--- The data ---

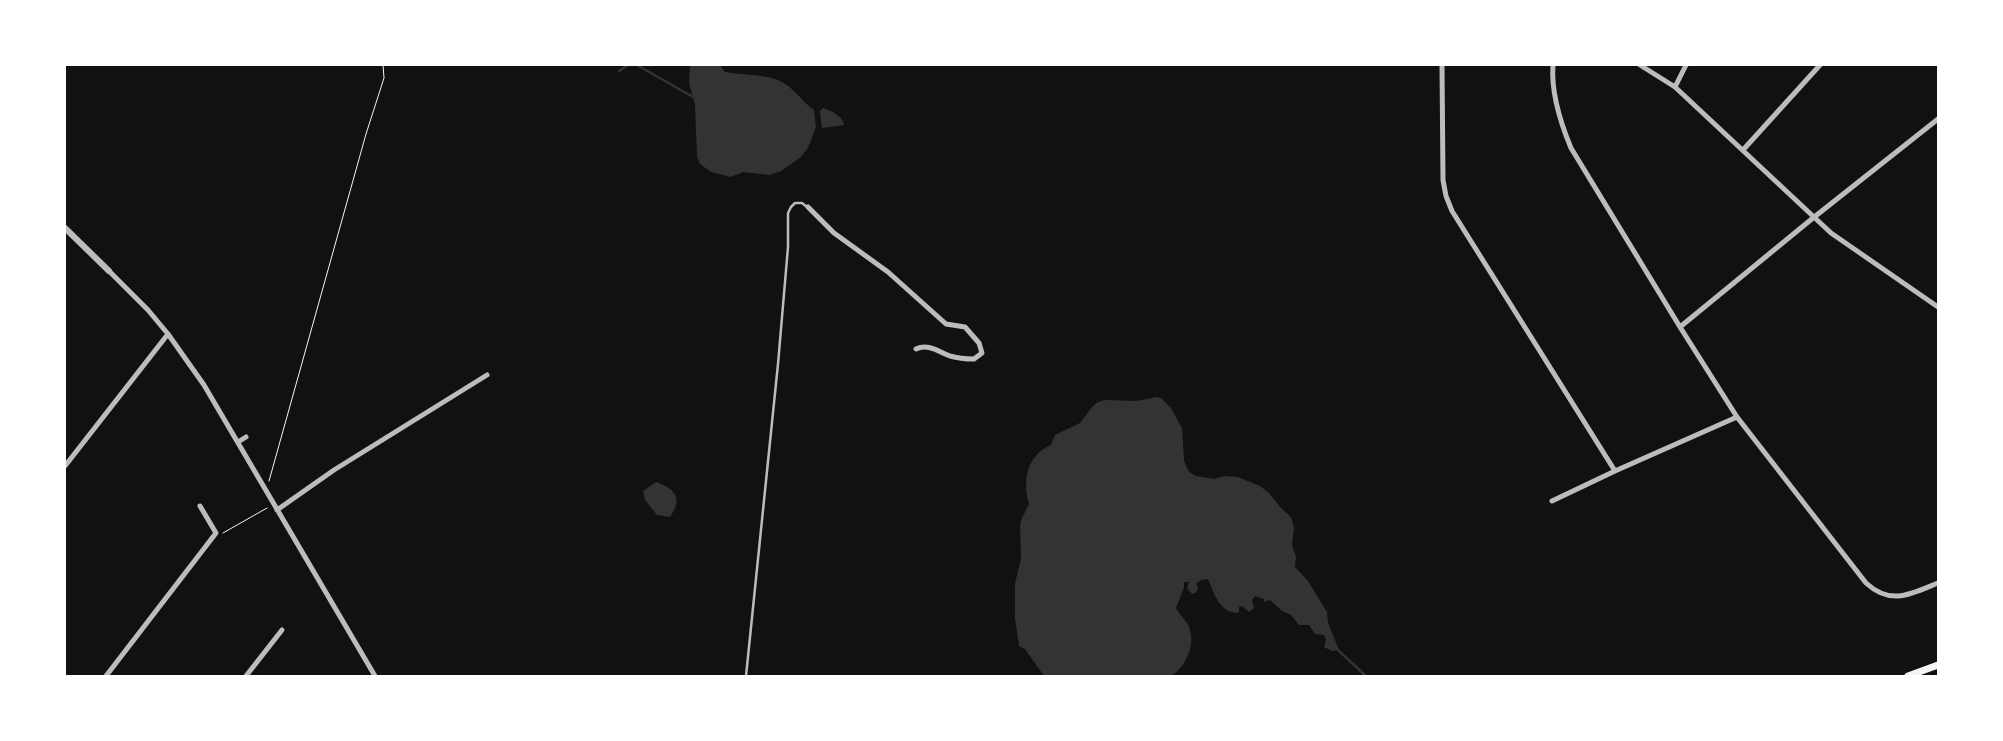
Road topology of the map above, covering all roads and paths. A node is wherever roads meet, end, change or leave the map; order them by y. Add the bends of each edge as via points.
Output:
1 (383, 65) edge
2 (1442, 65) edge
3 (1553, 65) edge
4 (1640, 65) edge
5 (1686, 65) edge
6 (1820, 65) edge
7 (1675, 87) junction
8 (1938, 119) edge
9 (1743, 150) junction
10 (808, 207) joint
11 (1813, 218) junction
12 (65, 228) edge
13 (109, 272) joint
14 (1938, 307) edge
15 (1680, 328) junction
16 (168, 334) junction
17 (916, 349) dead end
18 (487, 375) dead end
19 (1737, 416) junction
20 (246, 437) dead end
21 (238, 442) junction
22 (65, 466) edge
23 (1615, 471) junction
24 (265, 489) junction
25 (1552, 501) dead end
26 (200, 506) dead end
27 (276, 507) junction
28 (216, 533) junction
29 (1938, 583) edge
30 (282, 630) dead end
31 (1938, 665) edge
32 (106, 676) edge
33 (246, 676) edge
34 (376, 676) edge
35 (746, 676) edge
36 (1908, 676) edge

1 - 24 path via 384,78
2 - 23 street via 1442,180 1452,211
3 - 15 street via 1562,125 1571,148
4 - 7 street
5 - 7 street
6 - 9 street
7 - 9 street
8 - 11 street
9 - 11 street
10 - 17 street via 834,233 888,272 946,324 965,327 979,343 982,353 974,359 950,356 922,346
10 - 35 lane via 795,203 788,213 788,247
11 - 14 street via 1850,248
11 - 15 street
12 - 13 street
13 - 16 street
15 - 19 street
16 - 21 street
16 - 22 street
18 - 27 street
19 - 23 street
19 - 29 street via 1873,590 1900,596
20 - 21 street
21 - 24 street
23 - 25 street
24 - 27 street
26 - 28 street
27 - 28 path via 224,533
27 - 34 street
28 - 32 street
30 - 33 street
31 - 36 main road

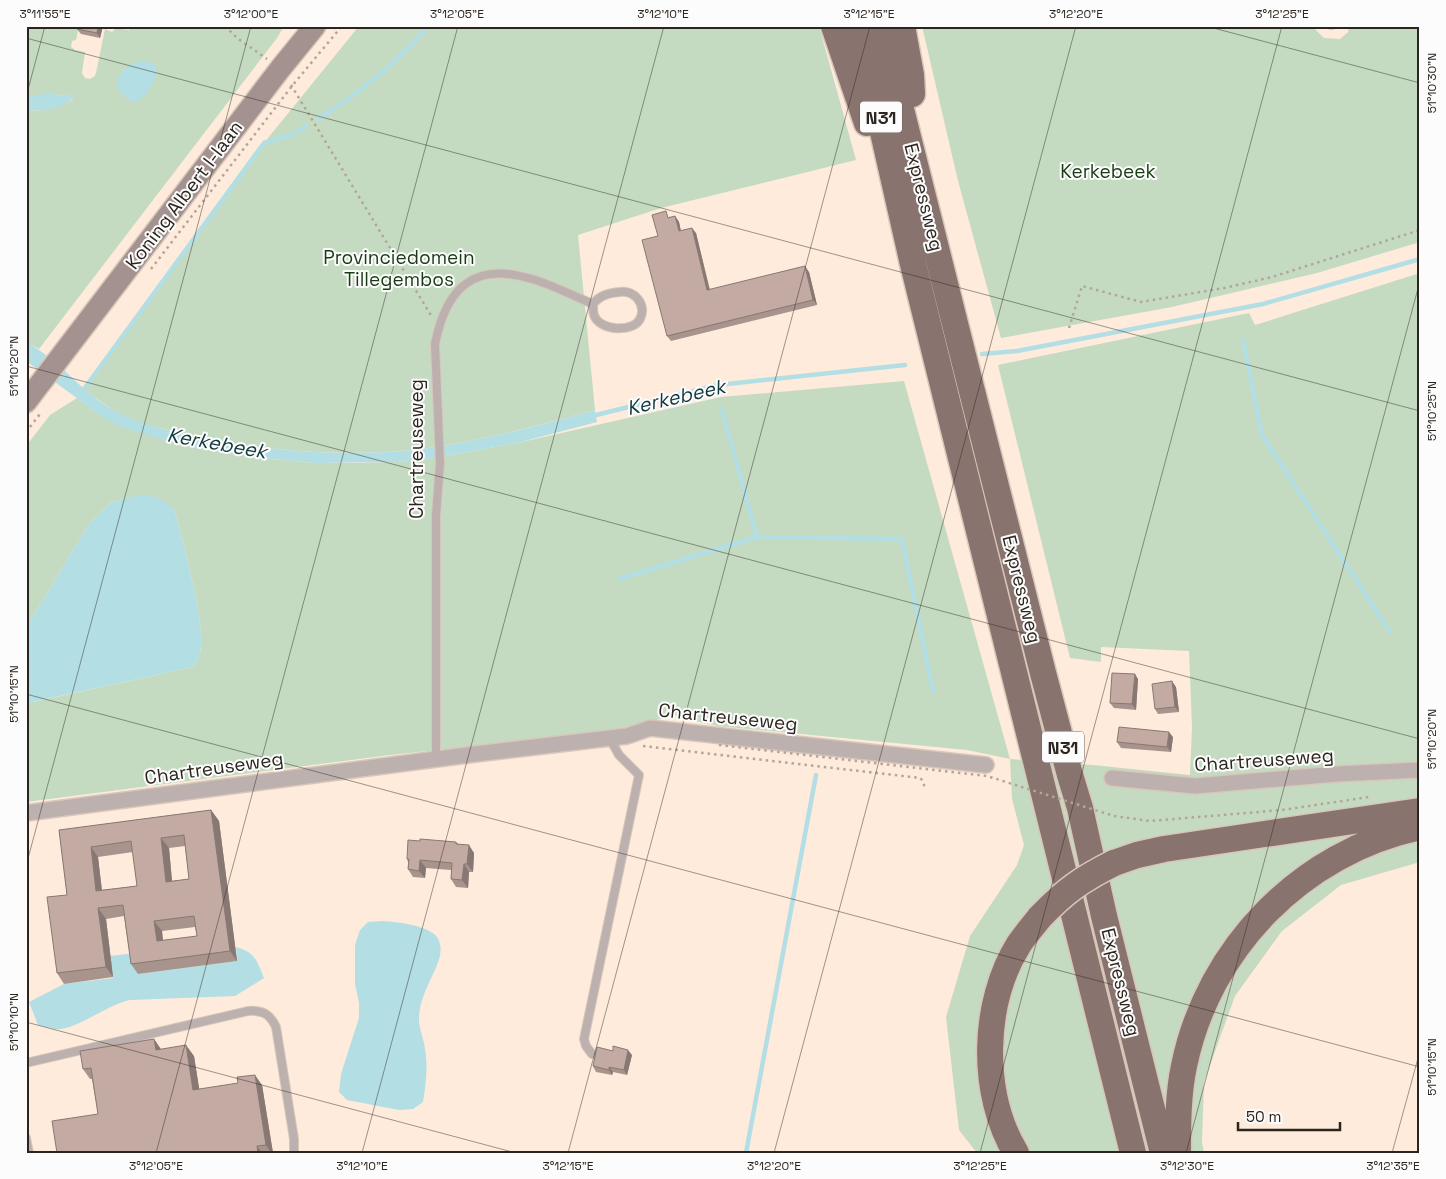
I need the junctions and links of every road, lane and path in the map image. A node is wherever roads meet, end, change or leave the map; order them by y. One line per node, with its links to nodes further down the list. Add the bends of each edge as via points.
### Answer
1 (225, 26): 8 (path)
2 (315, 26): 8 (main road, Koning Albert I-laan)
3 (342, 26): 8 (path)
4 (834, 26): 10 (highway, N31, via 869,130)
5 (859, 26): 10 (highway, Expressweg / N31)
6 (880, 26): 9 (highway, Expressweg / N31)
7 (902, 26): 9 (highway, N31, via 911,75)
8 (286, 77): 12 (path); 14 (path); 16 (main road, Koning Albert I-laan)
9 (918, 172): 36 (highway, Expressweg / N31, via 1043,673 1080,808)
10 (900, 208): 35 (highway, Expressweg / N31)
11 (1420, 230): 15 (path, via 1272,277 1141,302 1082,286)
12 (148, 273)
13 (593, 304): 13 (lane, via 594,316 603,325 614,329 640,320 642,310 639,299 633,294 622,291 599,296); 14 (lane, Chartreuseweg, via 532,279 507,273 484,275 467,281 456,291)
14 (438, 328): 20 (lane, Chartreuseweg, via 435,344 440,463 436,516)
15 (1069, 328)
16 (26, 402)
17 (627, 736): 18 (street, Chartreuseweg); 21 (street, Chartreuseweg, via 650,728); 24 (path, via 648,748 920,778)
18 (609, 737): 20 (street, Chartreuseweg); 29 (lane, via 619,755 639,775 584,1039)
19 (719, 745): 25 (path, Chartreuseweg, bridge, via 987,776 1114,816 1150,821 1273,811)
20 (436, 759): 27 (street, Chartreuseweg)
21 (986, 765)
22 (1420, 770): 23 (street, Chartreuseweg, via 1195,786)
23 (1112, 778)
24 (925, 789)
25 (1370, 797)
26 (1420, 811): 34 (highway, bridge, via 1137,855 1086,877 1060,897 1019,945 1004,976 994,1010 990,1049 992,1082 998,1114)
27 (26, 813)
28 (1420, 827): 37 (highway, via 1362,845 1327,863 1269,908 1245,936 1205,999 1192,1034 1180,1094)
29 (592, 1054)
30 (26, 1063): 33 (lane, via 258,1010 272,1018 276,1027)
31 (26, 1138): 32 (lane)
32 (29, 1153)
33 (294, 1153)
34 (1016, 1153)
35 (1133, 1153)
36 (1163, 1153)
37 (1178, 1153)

---

### What you need to do
Look through the entries above and list every line containing "main".

### Task solution
31 - 36 main road
2 (315, 26): 8 (main road, Koning Albert I-laan)
8 (286, 77): 12 (path); 14 (path); 16 (main road, Koning Albert I-laan)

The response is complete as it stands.